The script makes a concerted effort to update us to the Fifties, with Communists and the A-bomb alongside other turns more surprising but still in keeping with the era. But from this interesting premise things nose-dive: crystal skulls, conquistadors and El Dorado: not only does the plot bear a striking similarity to that of National Treasure 2, in a direct comparison it comes off rather worse.

Despite the dead-cert of the box office return Indy 4 has been cheaply made and it shows, with as few extras, exteriors and vistas as possible. The epic, MGM-style touches of the originals are entirely absent. Instead, we have over-generous lighting and thinly-dressed sets.

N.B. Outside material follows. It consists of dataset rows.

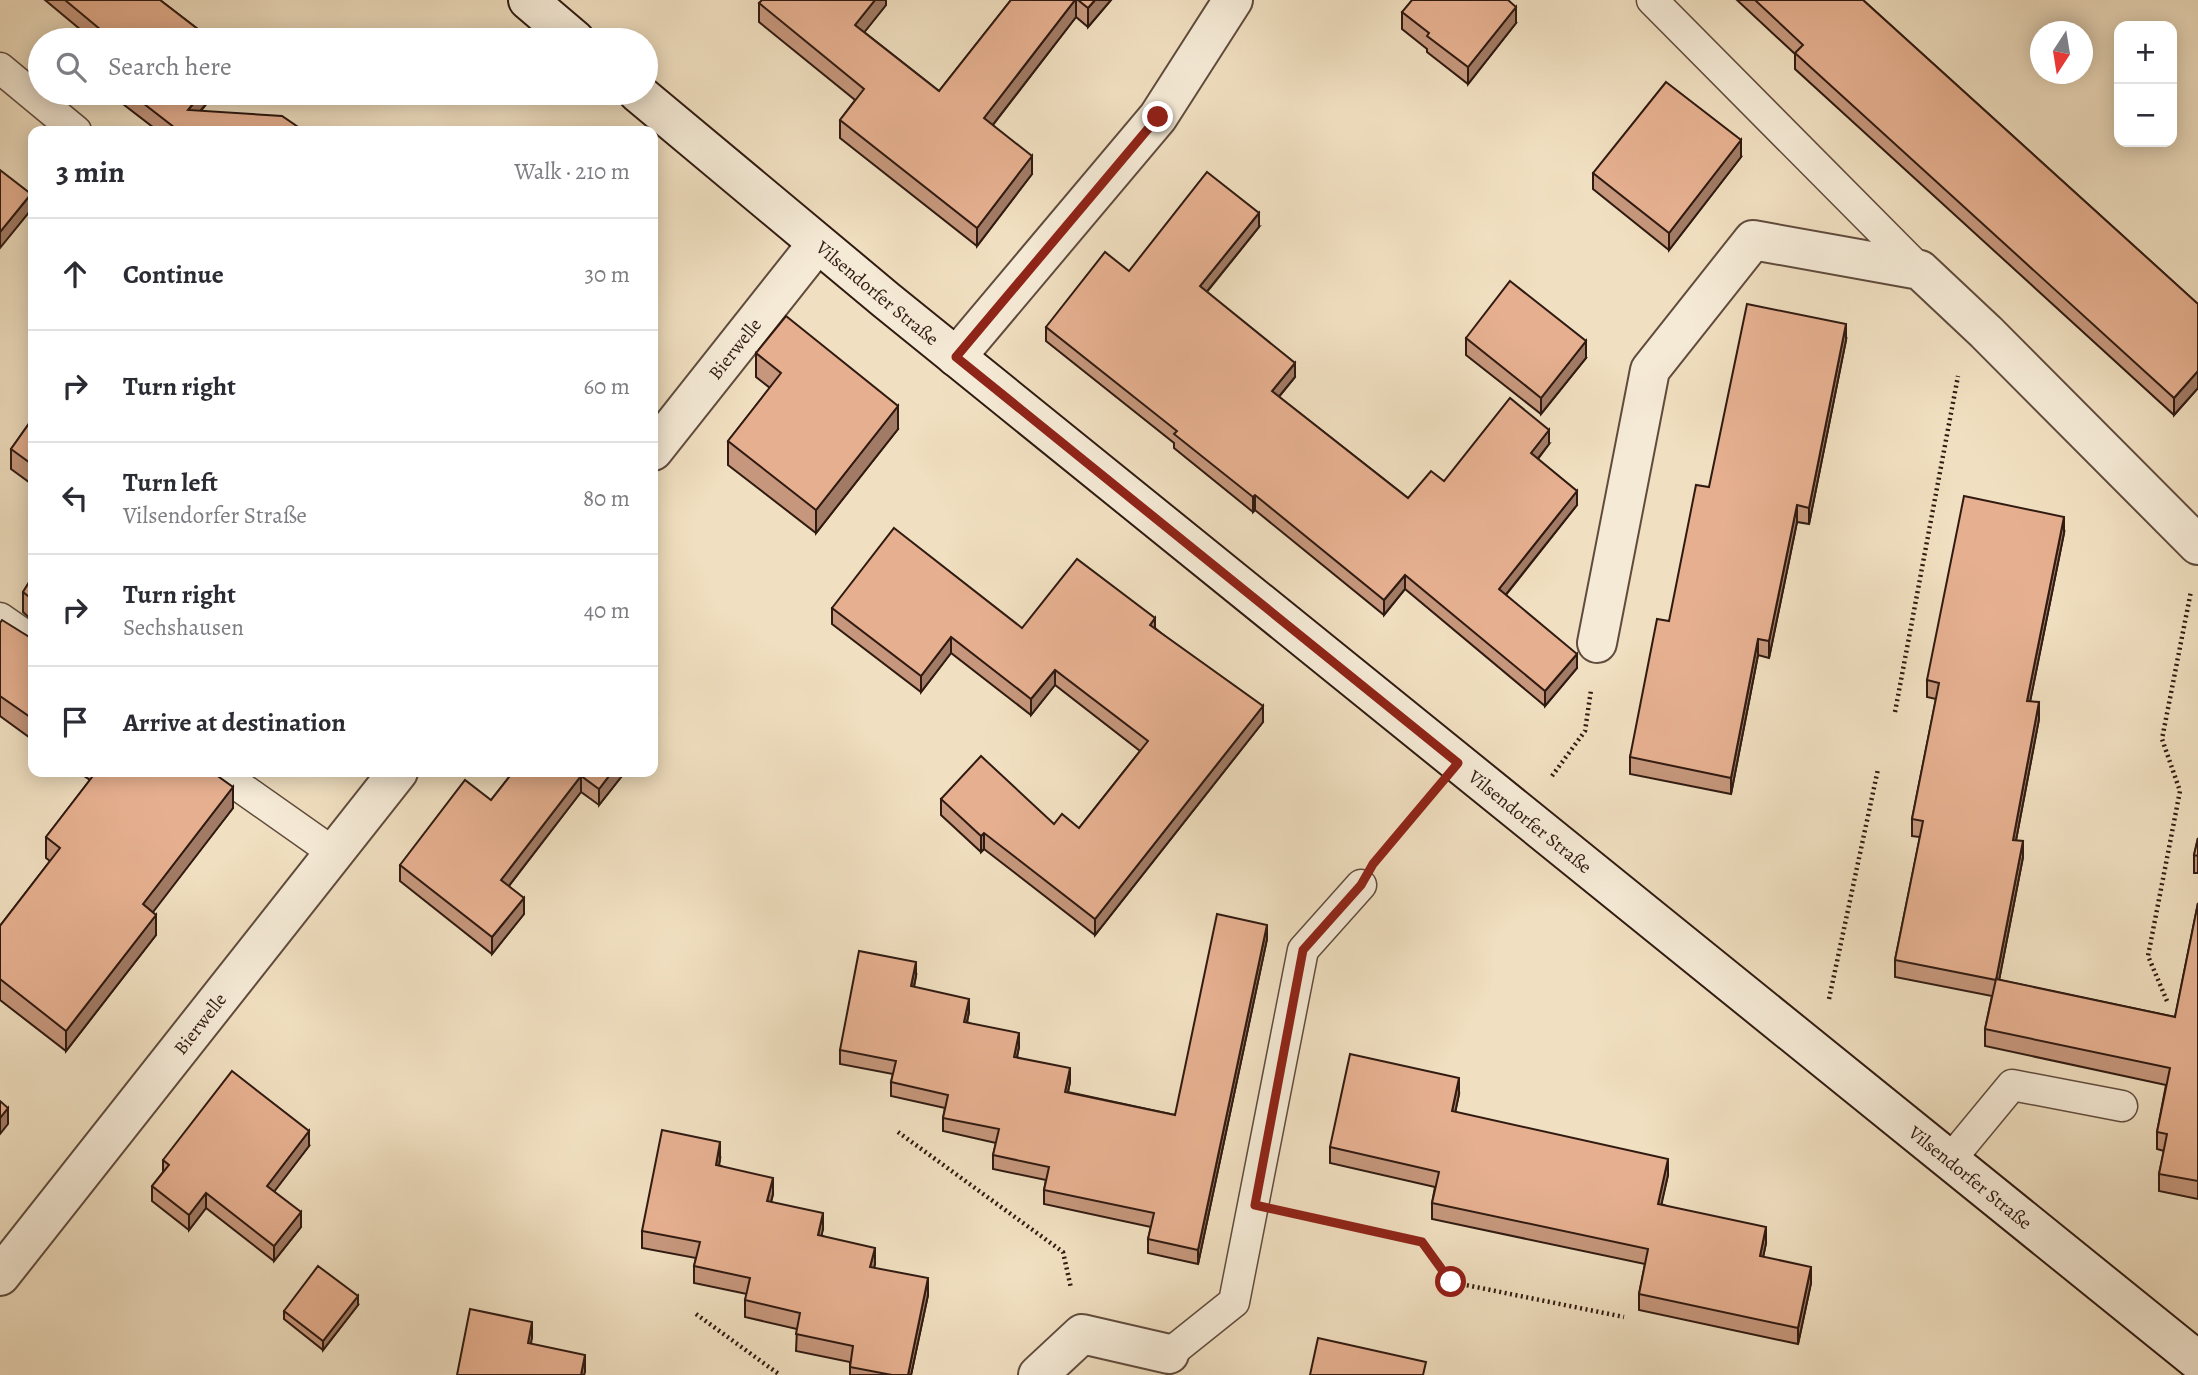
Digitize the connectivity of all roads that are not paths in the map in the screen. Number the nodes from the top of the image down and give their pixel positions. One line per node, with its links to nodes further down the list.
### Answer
1 (528, 0): 4 (street)
2 (1233, 0): 12 (street)
3 (1652, 0): 11 (lane)
4 (561, 28)
5 (0, 68): 6 (lane)
6 (28, 91)
7 (45, 105): 9 (lane)
8 (652, 105): 10 (street, Vilsendorfer Straße)
9 (70, 126)
10 (817, 244): 12 (street, Vilsendorfer Straße); 13 (street, Bierwelle)
11 (1920, 270): 14 (street); 17 (street)
12 (956, 357): 23 (street, Vilsendorfer Straße)
13 (658, 445)
14 (2196, 561)
15 (0, 618): 16 (lane)
16 (28, 638)
17 (1597, 643)
18 (226, 777): 20 (lane)
19 (394, 777): 20 (street, Bierwelle)
20 (334, 853): 24 (street, Bierwelle)
21 (1361, 885): 25 (lane)
22 (2122, 1106): 23 (lane)
23 (1950, 1160): 26 (street, Vilsendorfer Straße)
24 (0, 1276)
25 (1169, 1354): 27 (street)
26 (2198, 1360)
27 (1038, 1375)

Even the editing is bad: props and actors leap around the frame from cut to cut, as though they shot each scene only once and that was all.

In previous instalments (and, more recently, in the Bourne trilogy), the extensive use of location work leant an air of robustness and other-worldliness to proceedings. By contrast, the crystal’s skull kingdom exists purely in an ILM server, presumably in the same directory as the flying city and flame-world of the dreadful Star Wars prequels.

CG-critters swing through the trees. Cartoonish escapes – and a very silly McGuffin indeed – hobble Indiana’s world to something sanitised and ultimately harmless. It seems the pre-publicity about “visceral action stunts done the old-fashioned way” was orchestrated untruth. Most of the action exists only in close-up under neutral lighting against the kind of flat backgrounds that green-screen renders with such mediocrity.

It’s still a pleasure to see Ford on screen, it’s true, and there are flashes of the dry wit that made the earlier films such a joy. Unfortunately, there are plenty of misses there too. Unlike Bruce Willis’ curmudgeonly turn in Die Hard 4.0 the film-makers didn’t quite dare to make Jones’ age into a source of amusement and so, inexorably, it starts to become an embarrassment.

The remaining cast do their best with chunky material, mostly exposition of an unexpected but ultimately uninteresting archaeological backstory. Cate Blanchett slices through some appalling lines, Karen Allen appears to have woken up from a long sleep, and only the ever-excellent Shia LaBeouf manages to inject genuine energy and enthusiasm into his role as a Fifties grease-comber, trying - just as he did in Transformers - to save the whole damn film singlehanded.

Overall, Indiana Jones and the Kingdom of the Crystal Skull is a forgettable time-filler, and only welcome as a reminder of how great The Last Crusade really was. And although it’s nice to see Ford’s wry smile it’s difficult to muster one from this side of the camera.